I was looking into DecideBackendByRequester microservice but soon I
realized that it was made for different goals, in it the subjects are the
requester entity ID and not the target entity ID.
As you can see in https://github.com/IdentityPython/SATOSA/pull/220
I made a single branch to pull only this feature.
I'm also curious about SaToSa milestone, which are the features in
development status, which will compose the next release and another
question about the possibility to have a dev branch to do PR on it.
I don't know if this microservice could sound useless to you, I searched a
lot before programming it and I hope to have done a middleware that could
be usefull for the SaToSa community.
Hope to hear your comments soon
Hi,
Right now the saml2.py in src/satosa/backends/ has
def disco_query(self):
"""
Makes a request to the discovery server
:type context: satosa.context.Context
:type internal_req: satosa.internal.InternalData
:rtype: satosa.response.SeeOther
:param context: The current context
:param internal_req: The request
:return: Response
"""
return_url = self.sp.config.getattr("endpoints", "sp")["discovery_response"][0][0]
loc = self.sp.create_discovery_service_request(self.discosrv, self.sp.config.entityid, **{"return": return_url})
return SeeOther(loc)
Essentially this restricts the flow to one and only one IdP discovery
service that is configured statically.
I propose that this method be enhanced so that it can inspect the context
and internal data and if it finds a URL for the discovery service to use
it overrides what is in the configuration.

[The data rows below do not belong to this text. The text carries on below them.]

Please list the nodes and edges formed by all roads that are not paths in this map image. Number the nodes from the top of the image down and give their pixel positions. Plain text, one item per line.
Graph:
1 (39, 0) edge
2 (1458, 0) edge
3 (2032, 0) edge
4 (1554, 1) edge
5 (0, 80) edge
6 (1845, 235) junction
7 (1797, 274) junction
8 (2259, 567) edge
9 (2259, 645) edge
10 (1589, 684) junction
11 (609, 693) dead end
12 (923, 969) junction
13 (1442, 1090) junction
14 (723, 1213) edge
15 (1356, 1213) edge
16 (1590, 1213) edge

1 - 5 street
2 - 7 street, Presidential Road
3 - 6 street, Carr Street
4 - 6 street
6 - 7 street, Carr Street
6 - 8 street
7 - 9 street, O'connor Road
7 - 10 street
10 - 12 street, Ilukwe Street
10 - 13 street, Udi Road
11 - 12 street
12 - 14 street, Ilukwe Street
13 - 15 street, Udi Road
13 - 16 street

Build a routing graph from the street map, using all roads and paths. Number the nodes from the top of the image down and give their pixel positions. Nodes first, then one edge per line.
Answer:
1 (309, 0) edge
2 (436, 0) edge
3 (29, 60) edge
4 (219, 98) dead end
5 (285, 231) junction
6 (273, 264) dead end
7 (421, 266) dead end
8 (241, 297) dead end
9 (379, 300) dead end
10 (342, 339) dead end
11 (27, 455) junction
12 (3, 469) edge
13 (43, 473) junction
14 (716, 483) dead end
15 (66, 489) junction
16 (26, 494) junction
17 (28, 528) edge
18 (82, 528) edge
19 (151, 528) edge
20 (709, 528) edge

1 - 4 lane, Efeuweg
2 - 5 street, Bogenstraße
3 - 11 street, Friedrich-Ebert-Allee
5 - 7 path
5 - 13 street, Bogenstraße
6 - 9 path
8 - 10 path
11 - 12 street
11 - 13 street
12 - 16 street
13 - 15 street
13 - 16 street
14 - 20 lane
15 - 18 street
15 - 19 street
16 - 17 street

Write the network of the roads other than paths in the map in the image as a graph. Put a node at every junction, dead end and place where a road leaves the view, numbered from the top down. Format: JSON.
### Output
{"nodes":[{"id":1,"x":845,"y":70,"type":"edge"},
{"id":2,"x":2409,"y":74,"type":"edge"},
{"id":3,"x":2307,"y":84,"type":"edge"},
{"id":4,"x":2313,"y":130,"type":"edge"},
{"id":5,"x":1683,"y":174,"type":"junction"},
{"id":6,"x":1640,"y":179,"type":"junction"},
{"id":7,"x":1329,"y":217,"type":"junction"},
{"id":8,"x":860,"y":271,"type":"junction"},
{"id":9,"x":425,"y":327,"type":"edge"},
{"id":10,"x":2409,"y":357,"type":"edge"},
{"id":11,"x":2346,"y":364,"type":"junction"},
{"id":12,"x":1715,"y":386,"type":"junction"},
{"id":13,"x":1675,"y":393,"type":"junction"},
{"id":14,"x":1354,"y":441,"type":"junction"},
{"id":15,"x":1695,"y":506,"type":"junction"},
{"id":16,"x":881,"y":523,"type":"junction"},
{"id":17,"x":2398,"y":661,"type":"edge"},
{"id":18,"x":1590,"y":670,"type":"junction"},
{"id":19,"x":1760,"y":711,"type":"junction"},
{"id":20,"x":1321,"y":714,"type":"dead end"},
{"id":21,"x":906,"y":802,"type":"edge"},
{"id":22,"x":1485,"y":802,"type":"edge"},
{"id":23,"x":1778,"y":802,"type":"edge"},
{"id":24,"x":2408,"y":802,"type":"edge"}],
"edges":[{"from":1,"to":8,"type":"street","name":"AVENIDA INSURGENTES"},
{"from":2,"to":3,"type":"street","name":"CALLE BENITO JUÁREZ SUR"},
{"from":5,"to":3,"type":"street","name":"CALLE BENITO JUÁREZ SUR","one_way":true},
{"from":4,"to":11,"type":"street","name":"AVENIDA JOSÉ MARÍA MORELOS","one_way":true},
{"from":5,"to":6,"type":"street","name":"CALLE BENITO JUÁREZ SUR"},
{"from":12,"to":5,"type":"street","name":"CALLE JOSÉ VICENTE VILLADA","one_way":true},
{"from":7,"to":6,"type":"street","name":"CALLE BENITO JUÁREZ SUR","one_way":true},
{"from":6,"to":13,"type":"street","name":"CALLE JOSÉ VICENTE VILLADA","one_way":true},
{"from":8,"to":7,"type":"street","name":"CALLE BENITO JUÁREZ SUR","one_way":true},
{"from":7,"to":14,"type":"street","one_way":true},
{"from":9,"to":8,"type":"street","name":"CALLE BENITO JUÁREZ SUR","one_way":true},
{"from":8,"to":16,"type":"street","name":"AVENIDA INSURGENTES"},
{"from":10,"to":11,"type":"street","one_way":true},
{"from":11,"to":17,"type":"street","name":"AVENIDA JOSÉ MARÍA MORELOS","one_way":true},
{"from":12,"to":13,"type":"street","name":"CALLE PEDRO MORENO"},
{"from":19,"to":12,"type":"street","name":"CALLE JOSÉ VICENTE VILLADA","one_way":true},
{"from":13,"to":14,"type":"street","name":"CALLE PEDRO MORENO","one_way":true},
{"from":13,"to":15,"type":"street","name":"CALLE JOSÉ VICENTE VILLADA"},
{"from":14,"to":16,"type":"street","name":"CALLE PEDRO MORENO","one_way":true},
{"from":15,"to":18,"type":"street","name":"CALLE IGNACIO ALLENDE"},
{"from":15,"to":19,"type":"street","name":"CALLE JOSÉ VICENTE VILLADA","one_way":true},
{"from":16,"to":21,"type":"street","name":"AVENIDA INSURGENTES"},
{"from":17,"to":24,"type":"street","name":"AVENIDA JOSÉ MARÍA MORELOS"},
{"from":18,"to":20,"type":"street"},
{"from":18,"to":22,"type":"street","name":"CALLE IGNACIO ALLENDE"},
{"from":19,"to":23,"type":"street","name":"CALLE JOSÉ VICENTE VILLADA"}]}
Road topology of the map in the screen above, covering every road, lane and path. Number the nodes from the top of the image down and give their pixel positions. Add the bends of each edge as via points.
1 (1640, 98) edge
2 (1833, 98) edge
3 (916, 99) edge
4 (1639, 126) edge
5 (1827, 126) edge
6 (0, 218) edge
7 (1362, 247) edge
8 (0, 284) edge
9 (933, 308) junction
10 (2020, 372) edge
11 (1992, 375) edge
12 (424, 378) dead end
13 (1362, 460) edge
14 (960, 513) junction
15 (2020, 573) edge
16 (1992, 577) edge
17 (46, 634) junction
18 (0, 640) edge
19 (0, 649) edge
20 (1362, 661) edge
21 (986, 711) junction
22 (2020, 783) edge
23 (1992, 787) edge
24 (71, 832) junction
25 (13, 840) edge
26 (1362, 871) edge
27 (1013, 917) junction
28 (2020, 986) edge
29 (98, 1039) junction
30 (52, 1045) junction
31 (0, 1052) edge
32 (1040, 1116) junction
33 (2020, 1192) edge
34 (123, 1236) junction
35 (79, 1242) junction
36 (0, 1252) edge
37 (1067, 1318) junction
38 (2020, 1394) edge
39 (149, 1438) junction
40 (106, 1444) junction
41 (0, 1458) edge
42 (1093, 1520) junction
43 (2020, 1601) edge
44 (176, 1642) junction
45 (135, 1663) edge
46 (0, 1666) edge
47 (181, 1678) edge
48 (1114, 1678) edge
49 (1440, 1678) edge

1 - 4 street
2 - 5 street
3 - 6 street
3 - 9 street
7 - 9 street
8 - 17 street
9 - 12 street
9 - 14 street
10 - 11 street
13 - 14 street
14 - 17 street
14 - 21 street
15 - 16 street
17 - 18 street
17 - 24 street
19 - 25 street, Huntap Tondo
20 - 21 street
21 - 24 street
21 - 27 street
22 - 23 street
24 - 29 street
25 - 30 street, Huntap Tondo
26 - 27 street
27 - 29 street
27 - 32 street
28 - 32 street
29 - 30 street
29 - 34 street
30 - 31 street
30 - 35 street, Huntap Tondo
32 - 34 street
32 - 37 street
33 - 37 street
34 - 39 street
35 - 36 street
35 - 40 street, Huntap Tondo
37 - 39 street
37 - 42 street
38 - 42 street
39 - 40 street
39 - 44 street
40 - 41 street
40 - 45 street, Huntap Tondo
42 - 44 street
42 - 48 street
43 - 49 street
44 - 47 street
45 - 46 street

Then one can configure a request microservice that uses some logic to set
the URL for the discovery service, such as which SP the authentication
request came from.
Since the comment for the method already includes a mention of the context
and internal data, I suspect this functionality was designed but never
implemented.
Any objections to me implementing it?
Any other comments or input?
Thanks,
Scott K